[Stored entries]
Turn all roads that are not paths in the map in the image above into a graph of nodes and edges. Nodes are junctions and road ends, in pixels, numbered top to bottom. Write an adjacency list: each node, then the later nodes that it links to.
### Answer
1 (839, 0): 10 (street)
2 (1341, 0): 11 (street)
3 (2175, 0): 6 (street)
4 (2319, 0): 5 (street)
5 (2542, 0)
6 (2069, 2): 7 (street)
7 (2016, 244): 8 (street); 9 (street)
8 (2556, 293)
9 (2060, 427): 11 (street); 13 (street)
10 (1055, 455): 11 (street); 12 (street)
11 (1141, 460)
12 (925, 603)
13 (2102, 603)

---

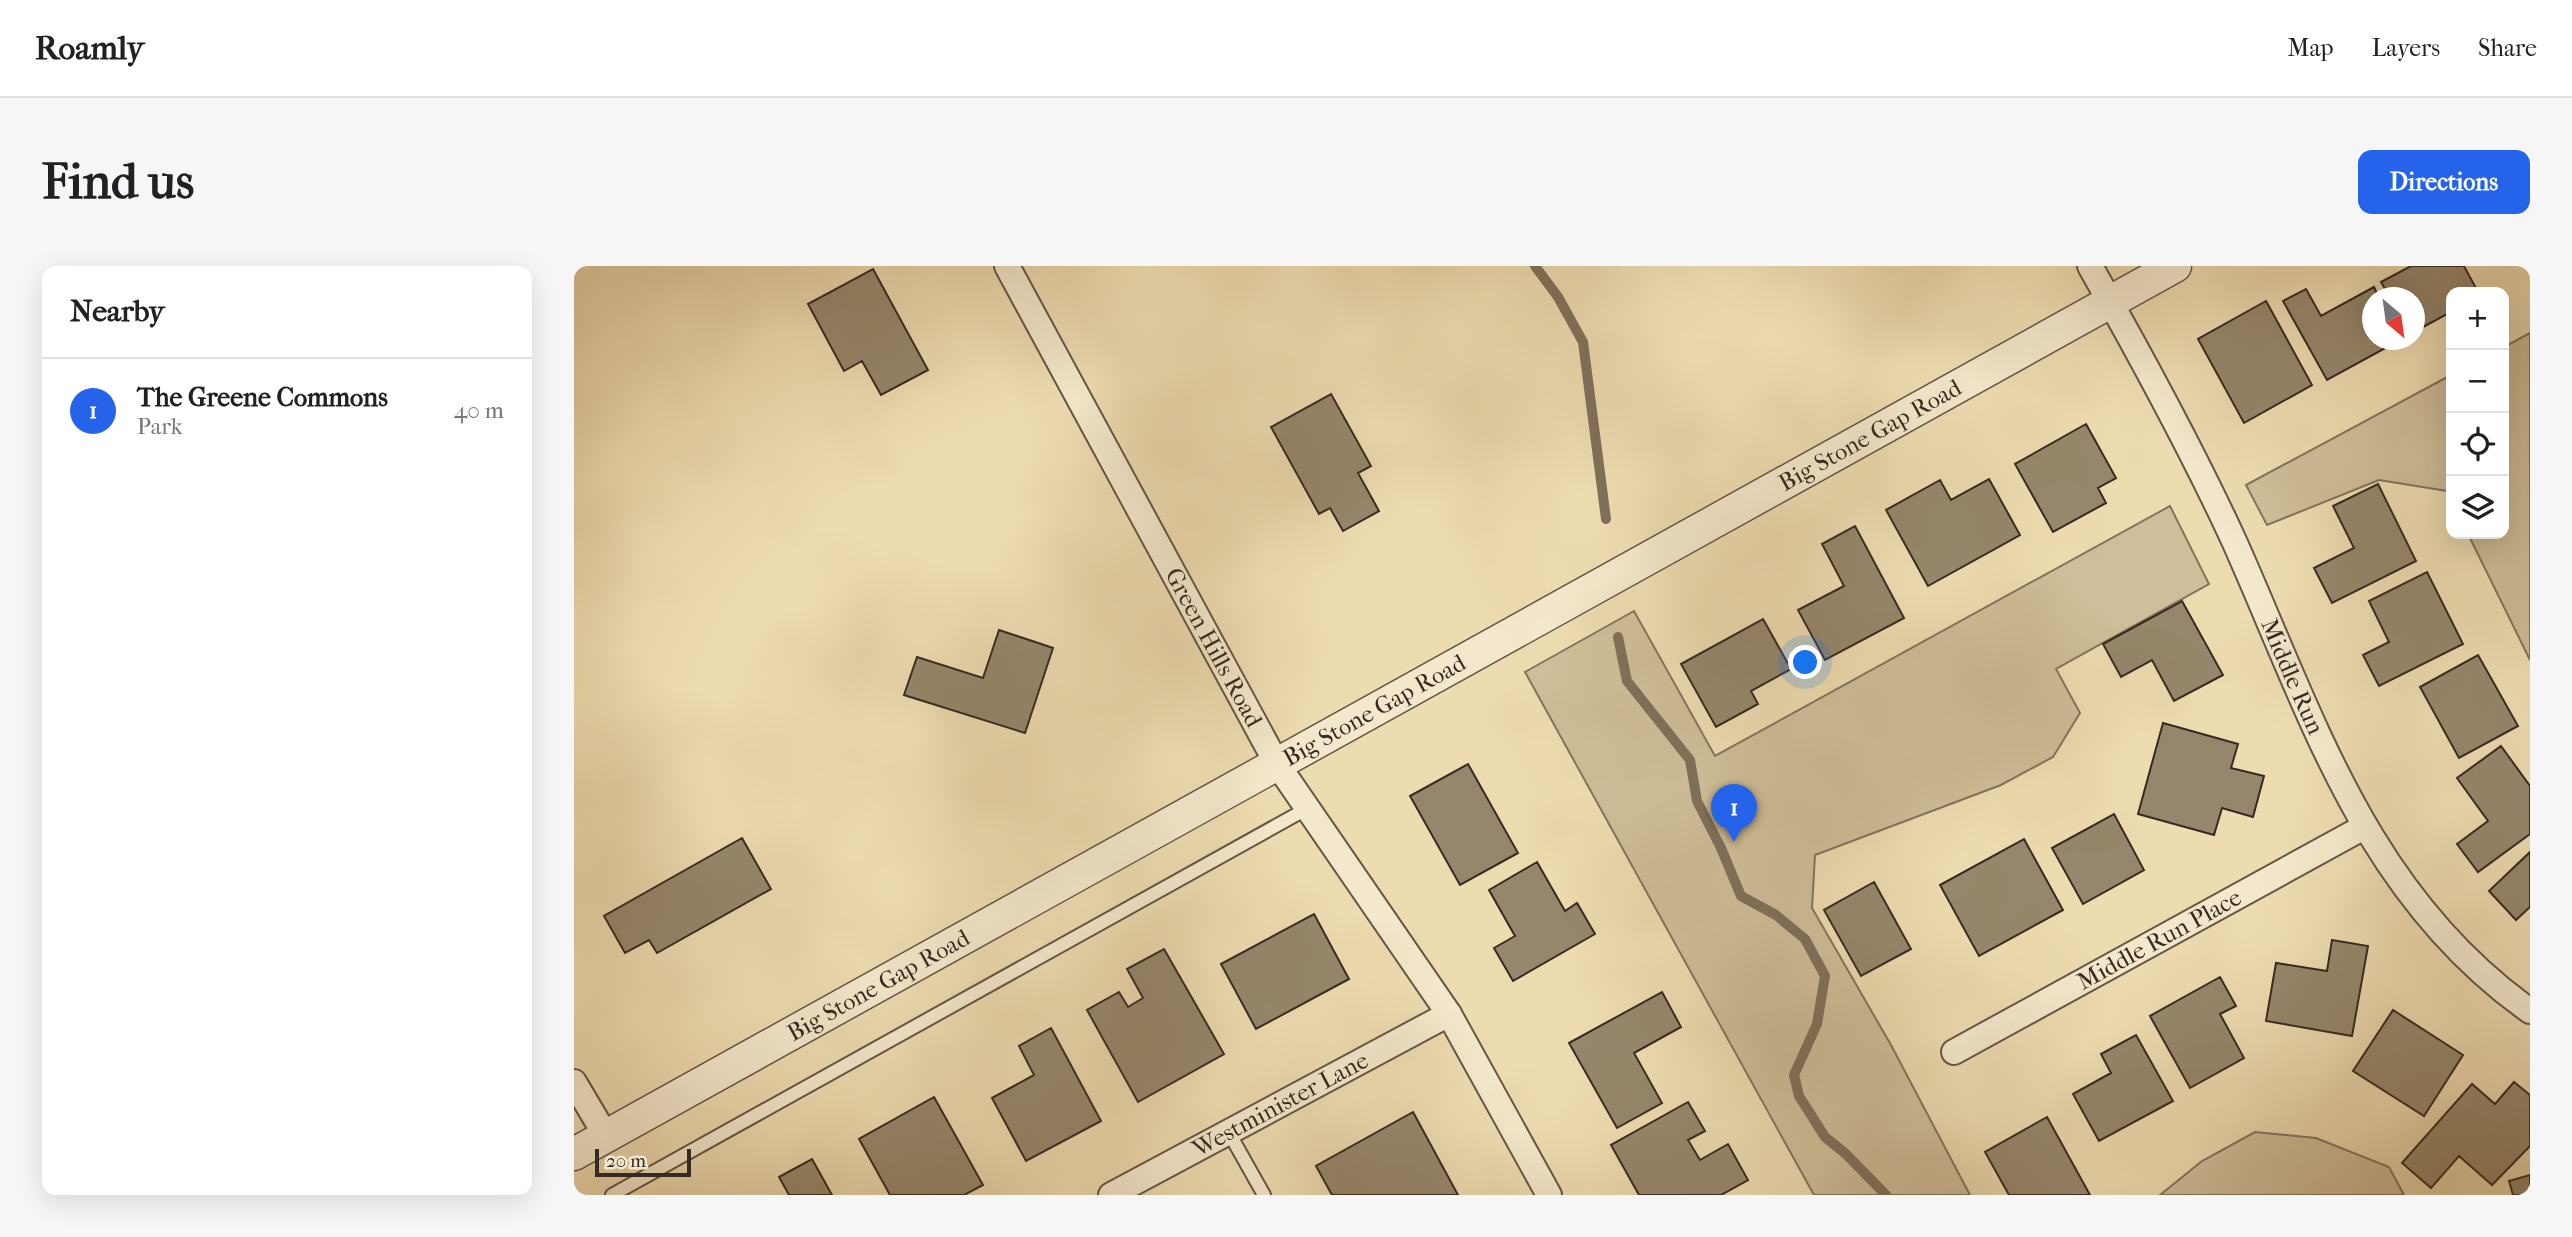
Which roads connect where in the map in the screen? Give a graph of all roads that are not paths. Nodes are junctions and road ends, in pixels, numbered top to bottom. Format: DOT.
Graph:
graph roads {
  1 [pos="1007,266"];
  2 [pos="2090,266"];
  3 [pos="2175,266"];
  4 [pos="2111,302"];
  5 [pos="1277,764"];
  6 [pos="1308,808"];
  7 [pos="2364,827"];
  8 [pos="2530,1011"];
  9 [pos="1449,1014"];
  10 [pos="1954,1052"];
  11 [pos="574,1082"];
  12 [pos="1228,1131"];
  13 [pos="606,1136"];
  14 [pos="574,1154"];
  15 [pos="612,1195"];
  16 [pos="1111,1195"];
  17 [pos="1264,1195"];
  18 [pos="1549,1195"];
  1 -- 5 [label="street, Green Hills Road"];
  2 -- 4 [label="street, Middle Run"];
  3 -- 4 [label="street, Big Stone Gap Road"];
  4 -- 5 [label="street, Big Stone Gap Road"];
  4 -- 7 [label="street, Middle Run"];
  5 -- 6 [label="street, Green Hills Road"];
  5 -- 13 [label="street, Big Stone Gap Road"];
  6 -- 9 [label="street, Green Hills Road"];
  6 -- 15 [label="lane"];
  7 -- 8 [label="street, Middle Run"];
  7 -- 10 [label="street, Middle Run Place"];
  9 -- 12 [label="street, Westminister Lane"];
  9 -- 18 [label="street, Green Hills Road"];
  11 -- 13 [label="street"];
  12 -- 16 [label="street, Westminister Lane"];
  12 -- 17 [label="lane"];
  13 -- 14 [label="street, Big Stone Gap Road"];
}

...

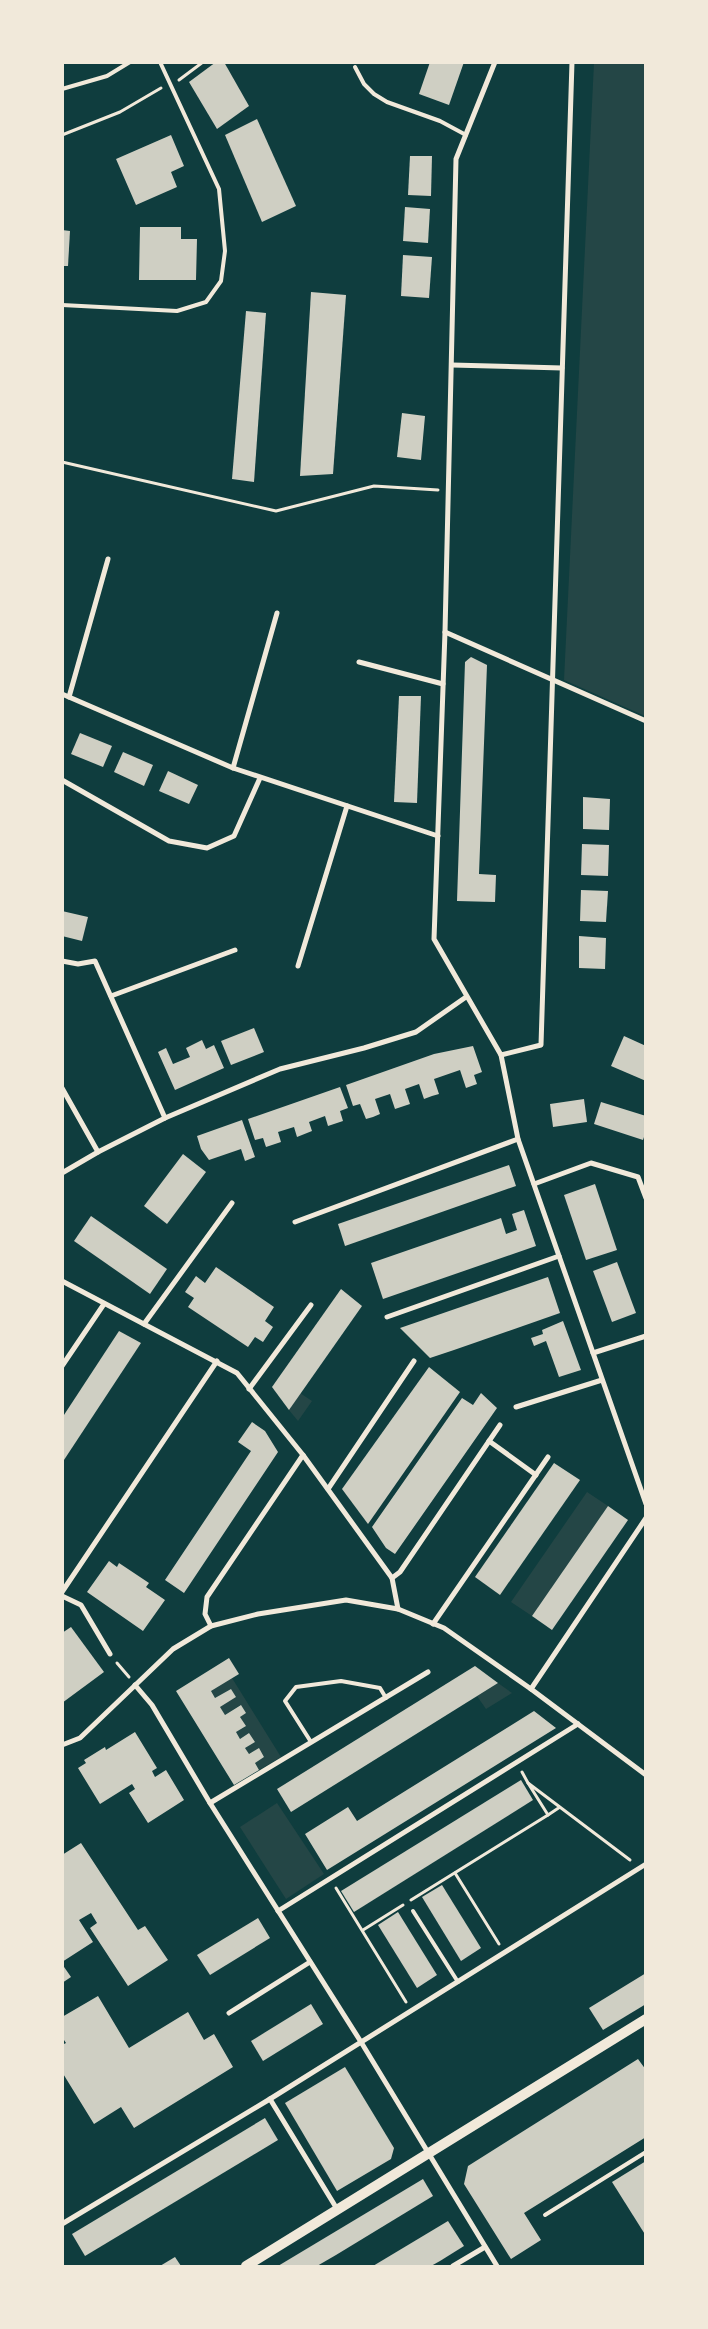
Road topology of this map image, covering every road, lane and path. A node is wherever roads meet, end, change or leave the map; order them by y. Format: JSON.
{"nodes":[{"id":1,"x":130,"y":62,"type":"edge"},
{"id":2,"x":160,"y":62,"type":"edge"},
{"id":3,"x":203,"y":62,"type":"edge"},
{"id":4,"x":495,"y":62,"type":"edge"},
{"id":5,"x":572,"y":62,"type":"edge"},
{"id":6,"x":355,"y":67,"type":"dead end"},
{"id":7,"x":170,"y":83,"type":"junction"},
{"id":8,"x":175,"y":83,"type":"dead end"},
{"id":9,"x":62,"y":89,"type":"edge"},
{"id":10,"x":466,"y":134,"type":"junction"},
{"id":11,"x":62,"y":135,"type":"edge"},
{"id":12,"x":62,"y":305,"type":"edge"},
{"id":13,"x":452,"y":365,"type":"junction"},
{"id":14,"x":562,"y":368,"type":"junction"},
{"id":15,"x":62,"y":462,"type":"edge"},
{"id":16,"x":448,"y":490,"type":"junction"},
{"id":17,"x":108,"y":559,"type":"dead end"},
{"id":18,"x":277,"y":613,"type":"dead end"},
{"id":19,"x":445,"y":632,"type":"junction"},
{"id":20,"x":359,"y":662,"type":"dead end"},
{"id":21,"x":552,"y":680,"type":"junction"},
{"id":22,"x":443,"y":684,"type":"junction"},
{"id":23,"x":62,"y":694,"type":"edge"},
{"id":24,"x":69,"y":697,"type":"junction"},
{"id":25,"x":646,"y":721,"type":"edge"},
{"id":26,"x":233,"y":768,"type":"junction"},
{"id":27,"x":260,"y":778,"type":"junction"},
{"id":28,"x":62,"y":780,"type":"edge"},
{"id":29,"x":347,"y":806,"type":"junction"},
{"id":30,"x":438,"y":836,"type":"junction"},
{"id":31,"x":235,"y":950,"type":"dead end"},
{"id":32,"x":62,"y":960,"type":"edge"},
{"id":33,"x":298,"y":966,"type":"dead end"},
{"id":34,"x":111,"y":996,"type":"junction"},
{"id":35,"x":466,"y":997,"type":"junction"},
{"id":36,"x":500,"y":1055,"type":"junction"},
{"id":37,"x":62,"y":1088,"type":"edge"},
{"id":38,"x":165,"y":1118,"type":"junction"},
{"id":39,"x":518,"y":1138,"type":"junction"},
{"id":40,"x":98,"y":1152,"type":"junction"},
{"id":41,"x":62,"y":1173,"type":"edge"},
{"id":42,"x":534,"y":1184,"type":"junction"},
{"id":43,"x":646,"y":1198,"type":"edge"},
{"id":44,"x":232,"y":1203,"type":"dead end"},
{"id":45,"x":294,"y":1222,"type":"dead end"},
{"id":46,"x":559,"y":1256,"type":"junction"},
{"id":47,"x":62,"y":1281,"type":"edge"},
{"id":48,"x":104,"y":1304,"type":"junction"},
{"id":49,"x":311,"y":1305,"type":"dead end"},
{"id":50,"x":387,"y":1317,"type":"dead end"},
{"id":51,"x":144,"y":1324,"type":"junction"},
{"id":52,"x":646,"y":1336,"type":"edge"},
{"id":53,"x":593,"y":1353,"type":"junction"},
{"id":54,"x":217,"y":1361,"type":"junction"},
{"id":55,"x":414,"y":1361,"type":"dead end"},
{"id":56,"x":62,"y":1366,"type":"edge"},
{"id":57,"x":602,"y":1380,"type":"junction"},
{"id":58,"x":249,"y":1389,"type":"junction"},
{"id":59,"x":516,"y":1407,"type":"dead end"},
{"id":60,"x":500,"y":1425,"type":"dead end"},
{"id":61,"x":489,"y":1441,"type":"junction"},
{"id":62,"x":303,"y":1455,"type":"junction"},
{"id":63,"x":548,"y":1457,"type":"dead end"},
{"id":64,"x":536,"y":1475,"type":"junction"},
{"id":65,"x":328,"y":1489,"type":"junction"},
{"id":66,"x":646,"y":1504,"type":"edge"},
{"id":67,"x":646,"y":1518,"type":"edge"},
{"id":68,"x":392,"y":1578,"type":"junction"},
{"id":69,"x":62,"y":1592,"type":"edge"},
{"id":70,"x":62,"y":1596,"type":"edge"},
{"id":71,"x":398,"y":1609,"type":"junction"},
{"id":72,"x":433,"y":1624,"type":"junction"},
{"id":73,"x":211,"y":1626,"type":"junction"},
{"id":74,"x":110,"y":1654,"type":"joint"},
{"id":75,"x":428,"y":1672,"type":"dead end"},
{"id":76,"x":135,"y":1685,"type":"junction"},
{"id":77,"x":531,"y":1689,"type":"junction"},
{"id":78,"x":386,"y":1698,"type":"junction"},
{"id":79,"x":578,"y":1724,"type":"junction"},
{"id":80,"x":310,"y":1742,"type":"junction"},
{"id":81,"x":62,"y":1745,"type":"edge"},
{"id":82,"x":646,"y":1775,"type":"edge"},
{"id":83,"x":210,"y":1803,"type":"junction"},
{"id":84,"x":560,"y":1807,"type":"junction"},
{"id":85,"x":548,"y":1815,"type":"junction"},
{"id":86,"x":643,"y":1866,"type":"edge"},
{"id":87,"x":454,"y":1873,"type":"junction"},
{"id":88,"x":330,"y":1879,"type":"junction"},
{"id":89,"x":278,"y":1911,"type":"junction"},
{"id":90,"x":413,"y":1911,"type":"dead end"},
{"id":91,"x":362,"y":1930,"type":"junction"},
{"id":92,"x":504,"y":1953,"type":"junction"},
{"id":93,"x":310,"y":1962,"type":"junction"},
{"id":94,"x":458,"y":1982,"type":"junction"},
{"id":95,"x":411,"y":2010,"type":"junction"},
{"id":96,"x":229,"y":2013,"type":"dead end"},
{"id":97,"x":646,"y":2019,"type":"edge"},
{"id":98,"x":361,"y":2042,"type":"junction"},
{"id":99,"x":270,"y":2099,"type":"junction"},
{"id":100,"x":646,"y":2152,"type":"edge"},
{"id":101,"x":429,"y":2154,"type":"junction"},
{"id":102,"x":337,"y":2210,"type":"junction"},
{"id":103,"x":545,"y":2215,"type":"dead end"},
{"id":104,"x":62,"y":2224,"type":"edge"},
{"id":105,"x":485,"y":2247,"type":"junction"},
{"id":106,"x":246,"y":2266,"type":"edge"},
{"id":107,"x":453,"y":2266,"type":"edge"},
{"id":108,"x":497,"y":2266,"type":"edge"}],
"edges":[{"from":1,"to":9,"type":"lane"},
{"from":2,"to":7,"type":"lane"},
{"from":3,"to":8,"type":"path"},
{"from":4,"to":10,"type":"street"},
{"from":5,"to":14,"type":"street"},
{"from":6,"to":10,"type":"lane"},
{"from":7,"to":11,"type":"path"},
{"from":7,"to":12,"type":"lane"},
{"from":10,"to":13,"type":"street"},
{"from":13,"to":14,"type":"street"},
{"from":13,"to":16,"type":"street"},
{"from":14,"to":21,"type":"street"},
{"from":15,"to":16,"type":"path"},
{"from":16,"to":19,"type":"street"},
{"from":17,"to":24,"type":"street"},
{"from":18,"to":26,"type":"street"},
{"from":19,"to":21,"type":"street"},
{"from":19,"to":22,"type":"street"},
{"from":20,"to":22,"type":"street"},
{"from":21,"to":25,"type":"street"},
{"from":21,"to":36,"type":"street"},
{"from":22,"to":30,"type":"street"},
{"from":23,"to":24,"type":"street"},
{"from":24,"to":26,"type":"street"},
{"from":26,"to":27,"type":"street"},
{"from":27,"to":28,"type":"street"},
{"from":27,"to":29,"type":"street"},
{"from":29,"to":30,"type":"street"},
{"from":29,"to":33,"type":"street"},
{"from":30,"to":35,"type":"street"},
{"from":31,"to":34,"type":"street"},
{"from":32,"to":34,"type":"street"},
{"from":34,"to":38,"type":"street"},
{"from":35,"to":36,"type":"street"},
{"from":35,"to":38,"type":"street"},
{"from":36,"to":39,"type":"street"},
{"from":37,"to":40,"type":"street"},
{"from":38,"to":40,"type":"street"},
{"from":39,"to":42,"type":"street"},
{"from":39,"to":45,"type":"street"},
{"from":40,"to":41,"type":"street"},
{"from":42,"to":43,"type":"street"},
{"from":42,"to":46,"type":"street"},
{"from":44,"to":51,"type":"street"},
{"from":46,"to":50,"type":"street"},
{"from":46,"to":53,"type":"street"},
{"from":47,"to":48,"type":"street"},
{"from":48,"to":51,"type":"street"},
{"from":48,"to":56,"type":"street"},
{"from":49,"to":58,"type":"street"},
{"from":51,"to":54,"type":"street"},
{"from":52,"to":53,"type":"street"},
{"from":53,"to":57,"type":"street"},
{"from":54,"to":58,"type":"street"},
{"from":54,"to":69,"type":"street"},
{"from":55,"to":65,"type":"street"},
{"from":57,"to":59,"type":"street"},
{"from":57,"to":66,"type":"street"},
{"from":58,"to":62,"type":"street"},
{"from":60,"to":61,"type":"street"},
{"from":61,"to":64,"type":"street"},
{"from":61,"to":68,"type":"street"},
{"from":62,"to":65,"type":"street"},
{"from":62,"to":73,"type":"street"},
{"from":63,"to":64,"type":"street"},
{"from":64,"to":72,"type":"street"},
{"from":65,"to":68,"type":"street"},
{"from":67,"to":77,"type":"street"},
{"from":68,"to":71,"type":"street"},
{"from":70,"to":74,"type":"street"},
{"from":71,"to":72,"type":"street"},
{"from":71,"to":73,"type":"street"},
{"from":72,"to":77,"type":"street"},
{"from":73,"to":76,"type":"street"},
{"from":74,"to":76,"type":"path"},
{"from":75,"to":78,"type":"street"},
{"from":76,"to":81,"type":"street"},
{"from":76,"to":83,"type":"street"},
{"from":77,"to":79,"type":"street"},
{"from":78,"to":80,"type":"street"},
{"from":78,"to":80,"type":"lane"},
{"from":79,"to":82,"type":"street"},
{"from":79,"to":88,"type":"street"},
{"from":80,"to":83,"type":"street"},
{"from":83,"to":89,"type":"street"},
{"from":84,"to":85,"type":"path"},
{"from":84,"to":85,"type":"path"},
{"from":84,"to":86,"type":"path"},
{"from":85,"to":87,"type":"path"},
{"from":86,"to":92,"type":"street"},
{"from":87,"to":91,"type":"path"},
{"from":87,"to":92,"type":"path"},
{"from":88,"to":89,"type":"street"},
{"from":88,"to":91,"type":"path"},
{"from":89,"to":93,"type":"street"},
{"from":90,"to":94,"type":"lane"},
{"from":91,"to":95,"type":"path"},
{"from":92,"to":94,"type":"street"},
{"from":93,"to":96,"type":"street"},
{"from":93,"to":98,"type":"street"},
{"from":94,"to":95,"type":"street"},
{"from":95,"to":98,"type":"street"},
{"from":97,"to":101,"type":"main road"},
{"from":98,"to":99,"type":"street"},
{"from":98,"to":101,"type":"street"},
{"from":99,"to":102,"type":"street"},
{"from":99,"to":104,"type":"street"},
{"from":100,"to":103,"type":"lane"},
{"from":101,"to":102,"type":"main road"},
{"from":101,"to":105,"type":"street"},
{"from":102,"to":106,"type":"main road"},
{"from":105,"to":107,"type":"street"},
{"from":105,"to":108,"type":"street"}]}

Instructions to follow — Lines holding "pixels": count them across the data and reply with the number alone.

Solution to this exercise — 2